Sa voix était calme, mais elle trancha le silence comme une pierre tombant dans une eau tranquille.

Les sourcils de Sebastian se froncèrent, comme s'il venait seulement de se rappeler. Mais la glace dans son regard ne fondit pas – elle s'approfondit. "Et alors ? Es-tu là pour mendier un verre ? Ou pour gâcher encore une bonne journée de Laura ?"

Il serra Laura plus près. "Tu n'es pas la bienvenue ici. Pars. Maintenant."

Rachel resta figée, les mains et les pieds engourdis. Elle regarda l'homme qu'elle avait autrefois aimé, la femme qui l'avait piégée, la salle scintillante pleine d'étrangers qui ne connaîtraient jamais la vérité.

Le mince espoir qu'elle avait porté jusqu'ici – que peut-être, d'une manière ou d'une autre, quelque chose pourrait être sauvé – se brisa à cet instant, s'effritant en cendres.

Elle inspira une bouffée d'air froid et vif, refoulant la brûlure dans sa gorge et la piqûre dans ses yeux. Ignorant les regards, elle croisa le regard de Sebastian.

"Sebastian," dit-elle, sa voix plus stable maintenant, bien qu'elle tremblât sur les bords, "je vais partir. Mais donne-moi mon fils."

La pièce devint encore plus silencieuse qu'avant. Quelques invités échangèrent des regards confus, murmurant.
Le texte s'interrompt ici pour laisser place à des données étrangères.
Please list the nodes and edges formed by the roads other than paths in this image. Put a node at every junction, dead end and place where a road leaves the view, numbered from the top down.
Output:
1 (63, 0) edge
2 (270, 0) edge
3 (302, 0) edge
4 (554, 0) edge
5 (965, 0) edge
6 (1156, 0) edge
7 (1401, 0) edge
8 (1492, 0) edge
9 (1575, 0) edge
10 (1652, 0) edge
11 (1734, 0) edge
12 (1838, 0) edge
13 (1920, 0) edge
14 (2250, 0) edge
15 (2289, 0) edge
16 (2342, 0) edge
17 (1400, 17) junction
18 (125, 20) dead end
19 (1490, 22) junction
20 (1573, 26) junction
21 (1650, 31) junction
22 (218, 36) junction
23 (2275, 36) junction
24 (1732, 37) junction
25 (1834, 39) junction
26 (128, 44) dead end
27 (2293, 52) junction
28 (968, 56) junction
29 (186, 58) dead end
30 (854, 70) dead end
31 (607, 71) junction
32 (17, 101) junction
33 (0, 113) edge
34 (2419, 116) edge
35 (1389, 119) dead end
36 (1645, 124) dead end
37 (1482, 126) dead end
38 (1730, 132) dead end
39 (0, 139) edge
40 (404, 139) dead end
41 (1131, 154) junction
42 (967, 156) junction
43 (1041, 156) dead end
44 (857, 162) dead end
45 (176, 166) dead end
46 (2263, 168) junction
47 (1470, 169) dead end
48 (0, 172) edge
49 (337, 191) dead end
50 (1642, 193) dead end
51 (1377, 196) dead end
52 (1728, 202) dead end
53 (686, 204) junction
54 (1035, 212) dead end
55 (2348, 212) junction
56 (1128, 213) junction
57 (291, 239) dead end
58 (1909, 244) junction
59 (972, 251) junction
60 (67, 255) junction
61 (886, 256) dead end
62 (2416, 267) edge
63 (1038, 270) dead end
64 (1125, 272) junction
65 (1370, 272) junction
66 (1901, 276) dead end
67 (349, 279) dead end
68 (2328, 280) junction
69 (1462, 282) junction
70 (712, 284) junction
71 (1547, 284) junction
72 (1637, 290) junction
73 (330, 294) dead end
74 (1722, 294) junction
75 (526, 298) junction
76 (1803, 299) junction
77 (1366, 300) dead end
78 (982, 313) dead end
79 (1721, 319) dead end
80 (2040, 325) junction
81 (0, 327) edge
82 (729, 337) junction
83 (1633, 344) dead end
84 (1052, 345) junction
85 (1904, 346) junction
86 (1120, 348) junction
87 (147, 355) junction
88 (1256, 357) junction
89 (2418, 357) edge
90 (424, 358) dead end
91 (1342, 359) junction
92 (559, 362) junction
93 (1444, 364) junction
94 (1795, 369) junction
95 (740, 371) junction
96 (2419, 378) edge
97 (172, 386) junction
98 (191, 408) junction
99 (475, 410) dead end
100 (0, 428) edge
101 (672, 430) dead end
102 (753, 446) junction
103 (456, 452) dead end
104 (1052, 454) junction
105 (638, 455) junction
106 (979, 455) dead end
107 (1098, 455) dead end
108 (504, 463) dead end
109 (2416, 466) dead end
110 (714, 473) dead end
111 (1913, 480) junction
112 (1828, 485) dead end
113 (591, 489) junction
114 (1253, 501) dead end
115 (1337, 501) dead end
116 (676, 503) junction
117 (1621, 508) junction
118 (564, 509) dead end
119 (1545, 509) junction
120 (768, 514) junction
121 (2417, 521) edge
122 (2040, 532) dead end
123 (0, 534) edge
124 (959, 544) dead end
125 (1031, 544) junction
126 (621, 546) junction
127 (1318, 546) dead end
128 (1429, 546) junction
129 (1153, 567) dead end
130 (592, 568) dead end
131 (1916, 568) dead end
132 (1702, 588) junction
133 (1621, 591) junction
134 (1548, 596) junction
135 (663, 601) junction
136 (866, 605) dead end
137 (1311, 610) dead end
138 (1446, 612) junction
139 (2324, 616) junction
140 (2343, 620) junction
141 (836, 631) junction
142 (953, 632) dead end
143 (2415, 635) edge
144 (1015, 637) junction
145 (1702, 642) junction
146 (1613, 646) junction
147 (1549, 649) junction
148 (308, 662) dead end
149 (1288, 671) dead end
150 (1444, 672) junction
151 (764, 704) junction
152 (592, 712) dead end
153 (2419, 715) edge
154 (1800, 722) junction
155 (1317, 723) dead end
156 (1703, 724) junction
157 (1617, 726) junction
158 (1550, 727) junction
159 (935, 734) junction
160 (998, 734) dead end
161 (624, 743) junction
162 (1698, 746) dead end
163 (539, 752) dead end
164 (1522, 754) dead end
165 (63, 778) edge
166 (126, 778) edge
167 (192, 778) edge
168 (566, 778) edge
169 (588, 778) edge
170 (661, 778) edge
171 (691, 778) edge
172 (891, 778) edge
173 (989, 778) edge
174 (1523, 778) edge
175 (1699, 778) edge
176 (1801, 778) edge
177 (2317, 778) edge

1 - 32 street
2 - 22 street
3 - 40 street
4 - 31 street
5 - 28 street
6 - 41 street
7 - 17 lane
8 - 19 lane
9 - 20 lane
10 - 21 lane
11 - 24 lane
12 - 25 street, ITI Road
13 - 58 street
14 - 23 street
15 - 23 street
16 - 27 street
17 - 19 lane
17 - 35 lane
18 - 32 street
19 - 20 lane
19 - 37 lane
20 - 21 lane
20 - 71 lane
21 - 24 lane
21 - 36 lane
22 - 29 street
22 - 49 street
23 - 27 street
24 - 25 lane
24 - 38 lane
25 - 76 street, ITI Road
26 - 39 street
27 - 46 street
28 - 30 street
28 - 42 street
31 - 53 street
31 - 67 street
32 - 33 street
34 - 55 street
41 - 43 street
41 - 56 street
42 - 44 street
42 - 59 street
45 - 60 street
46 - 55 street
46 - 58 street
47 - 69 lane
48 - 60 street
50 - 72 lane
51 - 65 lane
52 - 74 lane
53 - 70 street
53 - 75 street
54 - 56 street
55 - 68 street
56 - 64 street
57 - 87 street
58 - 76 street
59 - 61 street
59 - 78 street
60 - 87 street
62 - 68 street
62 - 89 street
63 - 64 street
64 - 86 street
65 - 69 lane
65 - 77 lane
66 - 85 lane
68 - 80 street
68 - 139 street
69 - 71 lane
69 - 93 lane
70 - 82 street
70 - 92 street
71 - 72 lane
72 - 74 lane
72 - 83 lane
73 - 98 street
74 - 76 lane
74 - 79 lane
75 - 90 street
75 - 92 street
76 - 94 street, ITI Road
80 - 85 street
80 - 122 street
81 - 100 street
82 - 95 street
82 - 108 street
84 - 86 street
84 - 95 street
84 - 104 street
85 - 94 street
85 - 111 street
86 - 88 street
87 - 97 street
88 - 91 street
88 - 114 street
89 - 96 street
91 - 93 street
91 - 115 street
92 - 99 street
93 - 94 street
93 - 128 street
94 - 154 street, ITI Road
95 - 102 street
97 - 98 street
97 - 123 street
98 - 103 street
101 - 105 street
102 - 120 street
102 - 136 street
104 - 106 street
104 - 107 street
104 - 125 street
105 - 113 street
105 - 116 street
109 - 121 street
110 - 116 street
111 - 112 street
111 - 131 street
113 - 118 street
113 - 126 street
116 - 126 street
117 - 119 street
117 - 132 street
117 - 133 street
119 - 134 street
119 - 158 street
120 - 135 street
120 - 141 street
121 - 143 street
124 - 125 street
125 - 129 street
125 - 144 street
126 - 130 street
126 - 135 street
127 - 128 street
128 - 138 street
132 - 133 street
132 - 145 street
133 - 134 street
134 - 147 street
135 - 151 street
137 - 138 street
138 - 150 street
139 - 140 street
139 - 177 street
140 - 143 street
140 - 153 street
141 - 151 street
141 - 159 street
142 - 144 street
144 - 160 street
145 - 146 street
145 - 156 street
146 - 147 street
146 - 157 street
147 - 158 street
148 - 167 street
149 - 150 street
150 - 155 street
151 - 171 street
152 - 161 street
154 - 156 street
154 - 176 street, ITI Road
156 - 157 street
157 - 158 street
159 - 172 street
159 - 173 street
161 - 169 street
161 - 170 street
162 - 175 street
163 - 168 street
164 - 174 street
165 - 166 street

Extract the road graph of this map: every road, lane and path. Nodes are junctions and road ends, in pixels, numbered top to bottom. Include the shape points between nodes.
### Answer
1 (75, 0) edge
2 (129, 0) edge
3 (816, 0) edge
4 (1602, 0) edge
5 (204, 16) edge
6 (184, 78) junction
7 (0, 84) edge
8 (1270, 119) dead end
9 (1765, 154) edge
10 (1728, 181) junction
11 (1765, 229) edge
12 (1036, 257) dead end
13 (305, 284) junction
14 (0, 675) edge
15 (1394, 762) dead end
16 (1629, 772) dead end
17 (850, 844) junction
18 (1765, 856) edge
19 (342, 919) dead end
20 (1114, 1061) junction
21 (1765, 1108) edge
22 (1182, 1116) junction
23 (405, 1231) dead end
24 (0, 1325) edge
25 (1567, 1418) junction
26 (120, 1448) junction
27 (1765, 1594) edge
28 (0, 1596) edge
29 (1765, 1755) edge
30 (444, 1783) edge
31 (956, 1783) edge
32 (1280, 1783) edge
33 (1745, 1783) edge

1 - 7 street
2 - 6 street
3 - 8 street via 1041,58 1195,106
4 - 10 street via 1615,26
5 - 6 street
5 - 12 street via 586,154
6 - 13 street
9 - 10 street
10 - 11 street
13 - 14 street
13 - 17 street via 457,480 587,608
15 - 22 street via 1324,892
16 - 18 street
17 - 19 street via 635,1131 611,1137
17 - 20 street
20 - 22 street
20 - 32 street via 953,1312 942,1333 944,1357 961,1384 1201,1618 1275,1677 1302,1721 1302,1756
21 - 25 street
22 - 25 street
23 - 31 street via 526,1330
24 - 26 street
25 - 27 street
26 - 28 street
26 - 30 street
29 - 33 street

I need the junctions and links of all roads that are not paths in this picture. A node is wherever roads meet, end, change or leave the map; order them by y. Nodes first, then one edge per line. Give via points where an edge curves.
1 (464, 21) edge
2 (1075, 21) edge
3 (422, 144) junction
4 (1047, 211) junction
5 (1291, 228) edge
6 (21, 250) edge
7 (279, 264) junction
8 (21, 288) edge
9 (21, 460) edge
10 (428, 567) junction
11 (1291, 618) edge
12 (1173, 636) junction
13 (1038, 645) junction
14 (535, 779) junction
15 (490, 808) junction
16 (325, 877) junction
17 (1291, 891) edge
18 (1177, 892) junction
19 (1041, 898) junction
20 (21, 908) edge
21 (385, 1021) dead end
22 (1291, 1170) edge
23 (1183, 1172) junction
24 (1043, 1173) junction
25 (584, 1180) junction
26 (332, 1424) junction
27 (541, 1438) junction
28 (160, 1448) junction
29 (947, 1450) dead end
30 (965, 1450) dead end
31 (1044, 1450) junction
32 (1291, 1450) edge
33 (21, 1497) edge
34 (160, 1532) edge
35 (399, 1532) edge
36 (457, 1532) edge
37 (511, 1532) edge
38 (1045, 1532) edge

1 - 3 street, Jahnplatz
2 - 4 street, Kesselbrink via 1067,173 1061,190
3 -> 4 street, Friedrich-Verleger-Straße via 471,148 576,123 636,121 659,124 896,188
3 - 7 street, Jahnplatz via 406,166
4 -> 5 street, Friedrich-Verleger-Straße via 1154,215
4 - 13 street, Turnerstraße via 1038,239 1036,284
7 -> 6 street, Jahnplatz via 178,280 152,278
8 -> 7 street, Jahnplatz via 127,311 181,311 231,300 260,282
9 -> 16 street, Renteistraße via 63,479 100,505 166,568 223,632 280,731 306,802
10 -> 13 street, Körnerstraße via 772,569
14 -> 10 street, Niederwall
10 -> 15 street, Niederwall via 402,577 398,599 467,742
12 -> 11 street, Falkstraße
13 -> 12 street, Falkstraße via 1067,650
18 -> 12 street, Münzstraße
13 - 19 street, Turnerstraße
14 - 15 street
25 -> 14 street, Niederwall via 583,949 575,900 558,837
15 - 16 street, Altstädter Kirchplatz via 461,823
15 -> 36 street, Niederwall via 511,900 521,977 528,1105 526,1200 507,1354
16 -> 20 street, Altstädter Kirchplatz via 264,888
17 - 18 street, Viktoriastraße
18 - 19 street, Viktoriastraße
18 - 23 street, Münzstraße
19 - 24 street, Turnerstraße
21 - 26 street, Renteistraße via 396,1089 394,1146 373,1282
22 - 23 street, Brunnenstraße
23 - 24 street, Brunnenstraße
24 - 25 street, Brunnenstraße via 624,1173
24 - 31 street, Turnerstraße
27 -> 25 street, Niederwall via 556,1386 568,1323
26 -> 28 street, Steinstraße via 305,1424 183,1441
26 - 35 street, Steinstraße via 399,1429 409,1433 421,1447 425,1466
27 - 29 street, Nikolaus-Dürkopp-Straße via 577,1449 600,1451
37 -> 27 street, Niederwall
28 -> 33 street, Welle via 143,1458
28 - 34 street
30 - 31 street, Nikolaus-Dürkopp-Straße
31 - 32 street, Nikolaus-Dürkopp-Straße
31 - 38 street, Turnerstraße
L'expression de Sebastian s'assombrit, sa mâchoire se serra. Il jeta un coup d'œil au majordome, Mike Johnson, qui se tenait silencieusement à proximité.

Mike hésita. "Monsieur Lancaster, ceci..."

"Emmenez-la," ordonna Sebastian, son ton ne laissant aucune place à la discussion. Ses yeux fixèrent ceux de Rachel, froids comme l'acier. "Vois-le, puis pars. Pour de bon."

Le venin dans ses mots lui serra la poitrine, mais la pensée de son enfant surpassait tout le reste.

Elle trébucha derrière Mike, sans jeter un autre regard à Sebastian ou à Laura.

Mike la conduisit sans un mot, non pas vers les chambres lumineuses et somptueuses de la maison principale, mais dans un couloir sombre. Plus ils avançaient, plus l'air devenait froid, imprégné de l'odeur légère d'humidité et de poussière.

Son cœur se serra à chaque pas.

Enfin, Mike s'arrêta devant une porte basse et usée. Elle ressemblait à celle d'un débarras, longtemps oublié.

Avec un soupir, il sortit un trousseau de clés de sa ceinture et la déverrouilla.

"Il est à l'intérieur," dit Mike doucement, et pour la première fois de la nuit, il y avait quelque chose comme de la pitié dans sa voix.